EXERCISE INSTRUCTIONS:
In the entries below, find the lines that contain the word "road" and copy them.

Dataset items:
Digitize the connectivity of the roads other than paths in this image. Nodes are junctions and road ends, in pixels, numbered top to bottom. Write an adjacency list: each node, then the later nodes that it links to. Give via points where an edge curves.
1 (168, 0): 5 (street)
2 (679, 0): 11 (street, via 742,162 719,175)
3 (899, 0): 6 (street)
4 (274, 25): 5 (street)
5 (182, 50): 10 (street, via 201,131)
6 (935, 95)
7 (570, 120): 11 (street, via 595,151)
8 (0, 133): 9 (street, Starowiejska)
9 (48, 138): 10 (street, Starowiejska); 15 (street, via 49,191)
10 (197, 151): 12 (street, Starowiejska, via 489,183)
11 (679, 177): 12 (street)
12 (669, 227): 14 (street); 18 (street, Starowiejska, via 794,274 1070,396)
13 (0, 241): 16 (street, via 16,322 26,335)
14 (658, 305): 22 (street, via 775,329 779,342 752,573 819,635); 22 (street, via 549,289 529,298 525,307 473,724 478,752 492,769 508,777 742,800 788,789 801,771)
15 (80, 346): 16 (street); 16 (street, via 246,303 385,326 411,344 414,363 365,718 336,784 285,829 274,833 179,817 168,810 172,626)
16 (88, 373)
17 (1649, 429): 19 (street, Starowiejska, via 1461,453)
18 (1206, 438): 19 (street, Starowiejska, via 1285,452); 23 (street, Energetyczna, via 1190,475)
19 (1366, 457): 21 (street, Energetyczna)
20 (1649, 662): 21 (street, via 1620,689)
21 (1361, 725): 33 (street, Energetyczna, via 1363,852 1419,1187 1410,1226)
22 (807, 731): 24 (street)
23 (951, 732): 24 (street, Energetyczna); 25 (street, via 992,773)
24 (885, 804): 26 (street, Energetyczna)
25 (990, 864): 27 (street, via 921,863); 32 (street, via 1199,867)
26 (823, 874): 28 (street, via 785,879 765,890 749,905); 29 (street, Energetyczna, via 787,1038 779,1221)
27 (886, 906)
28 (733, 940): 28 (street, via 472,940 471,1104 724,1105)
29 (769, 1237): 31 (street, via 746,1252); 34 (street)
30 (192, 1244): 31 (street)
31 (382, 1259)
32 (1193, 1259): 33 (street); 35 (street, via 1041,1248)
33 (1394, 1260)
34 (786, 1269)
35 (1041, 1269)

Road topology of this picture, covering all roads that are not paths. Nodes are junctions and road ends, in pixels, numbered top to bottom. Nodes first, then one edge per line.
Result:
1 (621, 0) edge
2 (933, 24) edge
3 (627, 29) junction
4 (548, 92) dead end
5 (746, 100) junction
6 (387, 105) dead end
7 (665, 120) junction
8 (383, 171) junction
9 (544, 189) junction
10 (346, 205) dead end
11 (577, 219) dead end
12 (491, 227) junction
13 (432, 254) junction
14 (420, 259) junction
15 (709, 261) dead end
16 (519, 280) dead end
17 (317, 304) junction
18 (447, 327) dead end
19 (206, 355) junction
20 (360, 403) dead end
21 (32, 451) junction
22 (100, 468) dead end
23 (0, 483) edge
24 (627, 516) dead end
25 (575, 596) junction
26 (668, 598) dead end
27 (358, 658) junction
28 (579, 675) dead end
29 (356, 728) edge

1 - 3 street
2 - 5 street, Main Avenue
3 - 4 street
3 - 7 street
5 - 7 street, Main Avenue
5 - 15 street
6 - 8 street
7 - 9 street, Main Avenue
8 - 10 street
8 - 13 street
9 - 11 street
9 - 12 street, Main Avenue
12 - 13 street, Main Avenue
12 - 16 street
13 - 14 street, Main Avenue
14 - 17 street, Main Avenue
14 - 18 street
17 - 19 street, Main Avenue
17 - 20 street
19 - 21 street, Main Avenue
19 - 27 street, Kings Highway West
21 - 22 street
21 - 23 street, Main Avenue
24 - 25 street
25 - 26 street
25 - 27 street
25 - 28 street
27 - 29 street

TASK SOLUTION:
Digitize the connectivity of the roads other than paths in this image. Nodes are junctions and road ends, in pixels, numbered top to bottom. Write an adjacency list: each node, then the later nodes that it links to. Give via points where an edge curves.
Road topology of this picture, covering all roads that are not paths. Nodes are junctions and road ends, in pixels, numbered top to bottom. Nodes first, then one edge per line.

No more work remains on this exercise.